CS Education and Outreach, U of Calgary Style…

Approximate Reading Time: 2 minutes

It’s CS Education Week in Canada and the US. I find it amusing that the very day after complaining about how little most CS departments actually care about CS Ed, I stumble across this:

Computer Science Education Week – December 6-10, 2010 | Dept. of Computer Science – University of Calgary.

According to this site, which one would expect to be up to date (these are computer scientists after all, or so they say), the CS department at the UofC is doing some outreach . They say:

The mission of our Speaker’s Bureau is to engage our department in the high school computer science curricula development and to share our knowledge and exciting experience in computer science with high school students.

Sounds promising….

How may faculty are going out to the local high schools to give talks this week? 2 (yes folks, you read that right: TWO)

How may faculty are there in this department? approximately 40 (that’s FORTY)

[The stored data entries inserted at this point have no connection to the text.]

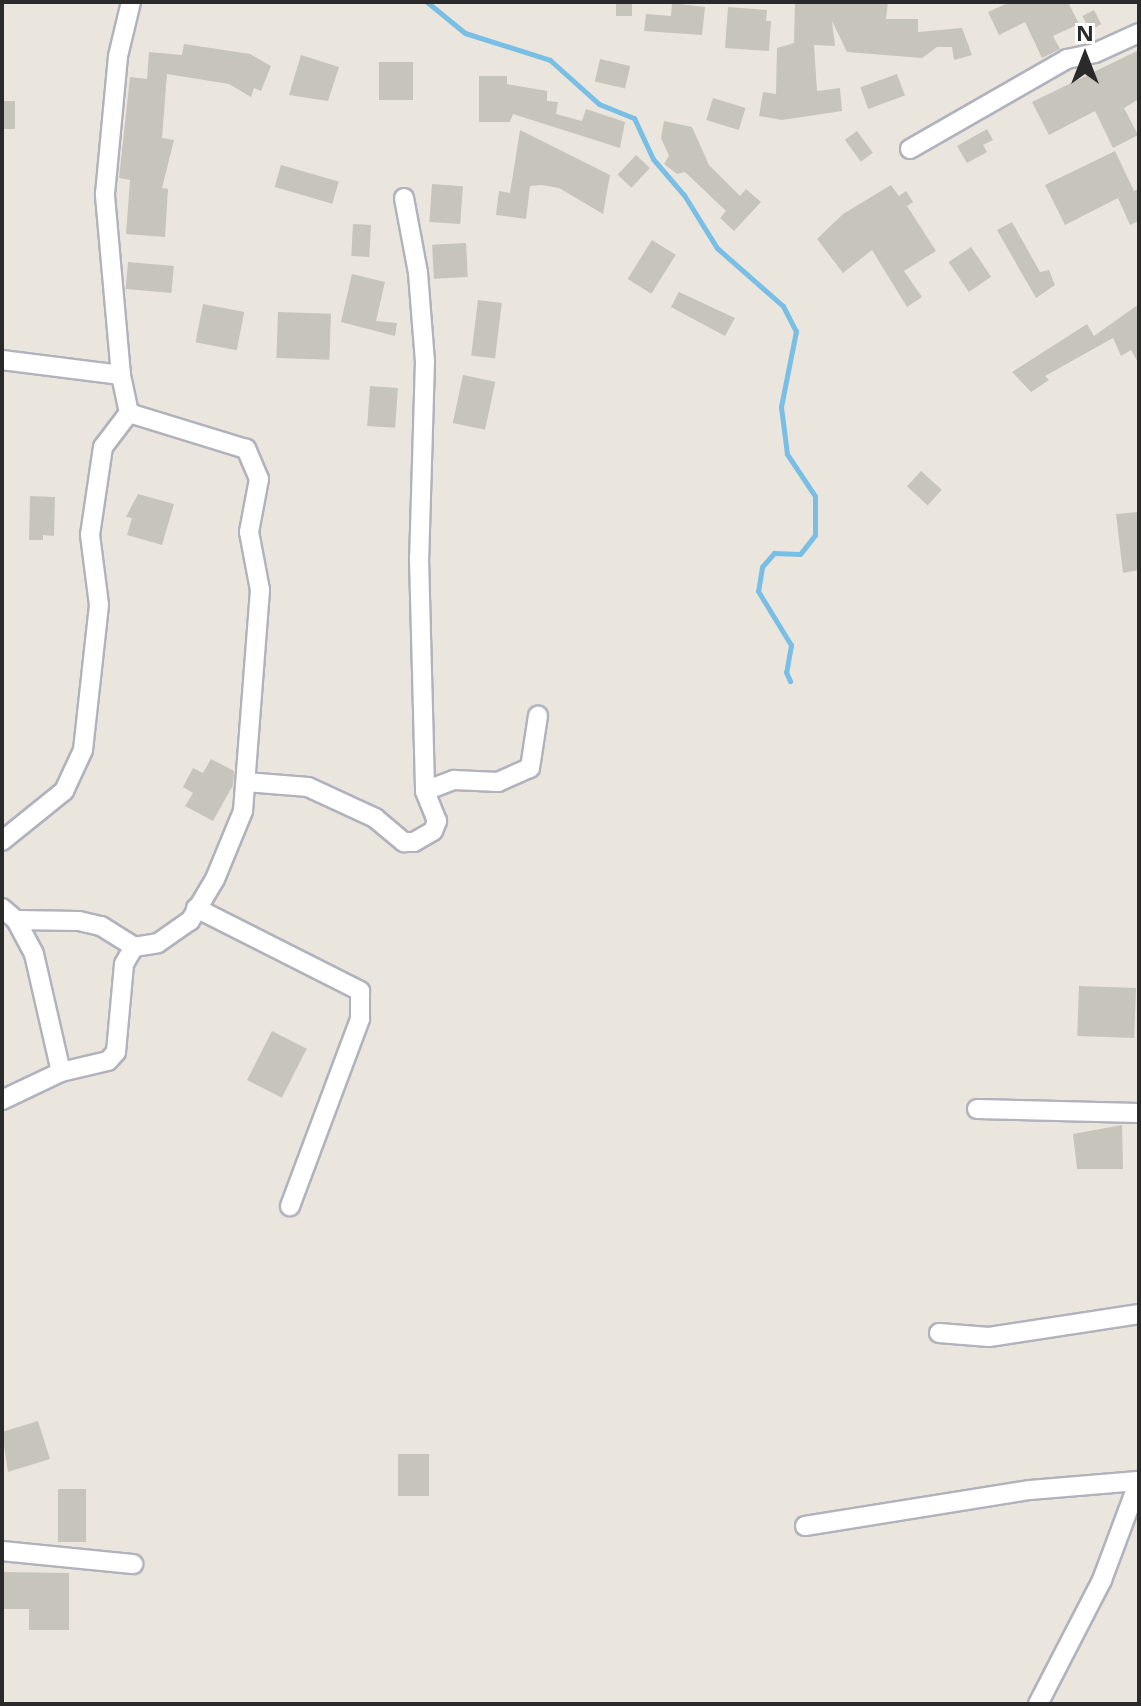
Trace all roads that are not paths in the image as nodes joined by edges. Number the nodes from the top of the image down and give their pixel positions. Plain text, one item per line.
1 (131, 2) edge
2 (1139, 33) edge
3 (910, 149) dead end
4 (404, 198) dead end
5 (2, 360) edge
6 (121, 375) junction
7 (129, 413) junction
8 (538, 716) dead end
9 (246, 782) junction
10 (425, 791) junction
11 (2, 841) edge
12 (196, 908) junction
13 (9, 914) edge
14 (134, 947) junction
15 (61, 1072) junction
16 (2, 1100) edge
17 (977, 1109) dead end
18 (1139, 1113) edge
19 (290, 1206) dead end
20 (1139, 1314) edge
21 (939, 1333) dead end
22 (1139, 1481) edge
23 (805, 1526) dead end
24 (2, 1551) edge
25 (133, 1564) dead end
26 (1038, 1704) edge

1 - 6 street
2 - 3 street
4 - 10 street
5 - 6 street
6 - 7 street
7 - 9 street
7 - 11 street
8 - 10 street
9 - 10 street
9 - 12 street
12 - 14 street
12 - 19 street
13 - 14 street
13 - 15 street
14 - 15 street
15 - 16 street
17 - 18 street
20 - 21 street
22 - 23 street
22 - 26 street
24 - 25 street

OK. Well it is end of term and maybe those two are going to visit a lot of schools and really inspire kids to go into CS. Right?

How may schools are they going to? 2 (once again you heard right: TWO; one in the public system and one in the catholic system; one speaker is of course giving the SAME talk at both schools).

How many high schools are there in Calgary? About 20 in the public system, a dozen in the catholic system, PLUS several more in the surrounding districts AND numerous private schools. Let’s be charitable and say about 50.

50 schools, one week; two guys; two talks (OK three, but one is a rerun).

Well, that’s about what I expect from this department. Big talk. No action. So long as they can be seen to look like they’re doing something, they don’t actually have to do anything.

To quote one faculty member, “I don’t have to put up with this shit. I have tenure.”

I guess that means they shouldn’t have to do anything right?

On second thought, I’m grateful this department is so completely self-absorbed that it never notices anything but itself. It’s better that way. I’d rather high school students around here NOT see these people and hear what they think is cool. They’d totally get the wrong idea about where informatics is going.